Materials provided section start
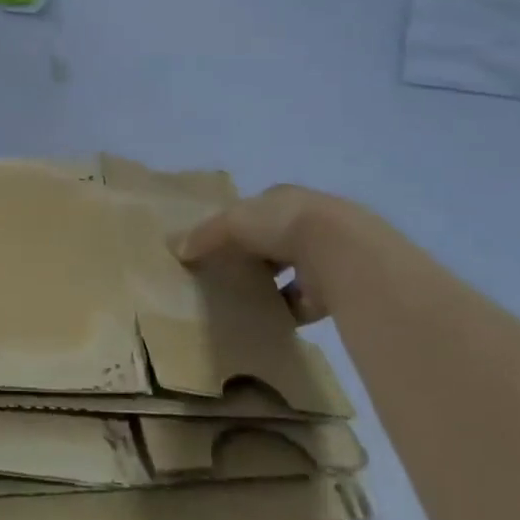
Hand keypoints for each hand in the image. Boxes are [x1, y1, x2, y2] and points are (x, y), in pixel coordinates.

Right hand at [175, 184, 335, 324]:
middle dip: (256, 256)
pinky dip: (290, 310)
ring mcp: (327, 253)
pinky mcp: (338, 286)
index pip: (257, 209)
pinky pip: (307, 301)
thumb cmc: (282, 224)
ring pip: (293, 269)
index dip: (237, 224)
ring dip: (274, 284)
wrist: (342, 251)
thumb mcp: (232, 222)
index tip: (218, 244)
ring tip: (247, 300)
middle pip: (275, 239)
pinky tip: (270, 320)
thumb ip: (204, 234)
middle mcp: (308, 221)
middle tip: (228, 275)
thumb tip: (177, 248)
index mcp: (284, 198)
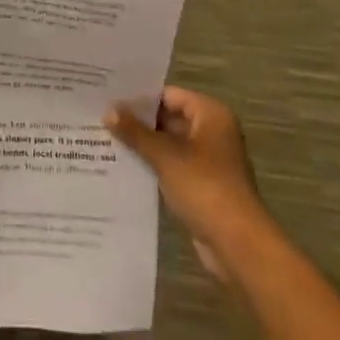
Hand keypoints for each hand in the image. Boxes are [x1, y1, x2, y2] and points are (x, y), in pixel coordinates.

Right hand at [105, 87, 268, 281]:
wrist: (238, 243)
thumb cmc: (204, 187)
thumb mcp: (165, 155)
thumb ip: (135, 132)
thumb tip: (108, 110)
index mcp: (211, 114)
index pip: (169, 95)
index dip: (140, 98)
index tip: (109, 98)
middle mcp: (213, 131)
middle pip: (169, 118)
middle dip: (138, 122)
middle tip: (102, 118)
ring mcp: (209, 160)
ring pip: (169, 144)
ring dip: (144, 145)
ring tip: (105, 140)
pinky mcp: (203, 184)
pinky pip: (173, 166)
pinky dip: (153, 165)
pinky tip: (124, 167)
Materials provided section end
Materials provided section start
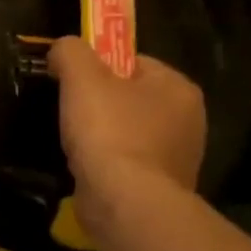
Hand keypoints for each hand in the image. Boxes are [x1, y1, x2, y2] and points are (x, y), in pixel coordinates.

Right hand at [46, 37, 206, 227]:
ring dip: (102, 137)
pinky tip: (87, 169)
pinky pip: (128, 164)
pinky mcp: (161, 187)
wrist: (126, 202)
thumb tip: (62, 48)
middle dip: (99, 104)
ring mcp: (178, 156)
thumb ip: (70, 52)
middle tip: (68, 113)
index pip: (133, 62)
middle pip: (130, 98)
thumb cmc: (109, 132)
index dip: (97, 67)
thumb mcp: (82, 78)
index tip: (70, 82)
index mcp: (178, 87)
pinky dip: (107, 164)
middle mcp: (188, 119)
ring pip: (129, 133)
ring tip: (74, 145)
Materials provided section end
What is required –
Which lines above hold the word "Right"? Copy each of them.

Exercise response –
Right hand at [175, 184, 335, 324]:
Right hand at [105, 87, 268, 281]:
Right hand at [46, 37, 206, 227]:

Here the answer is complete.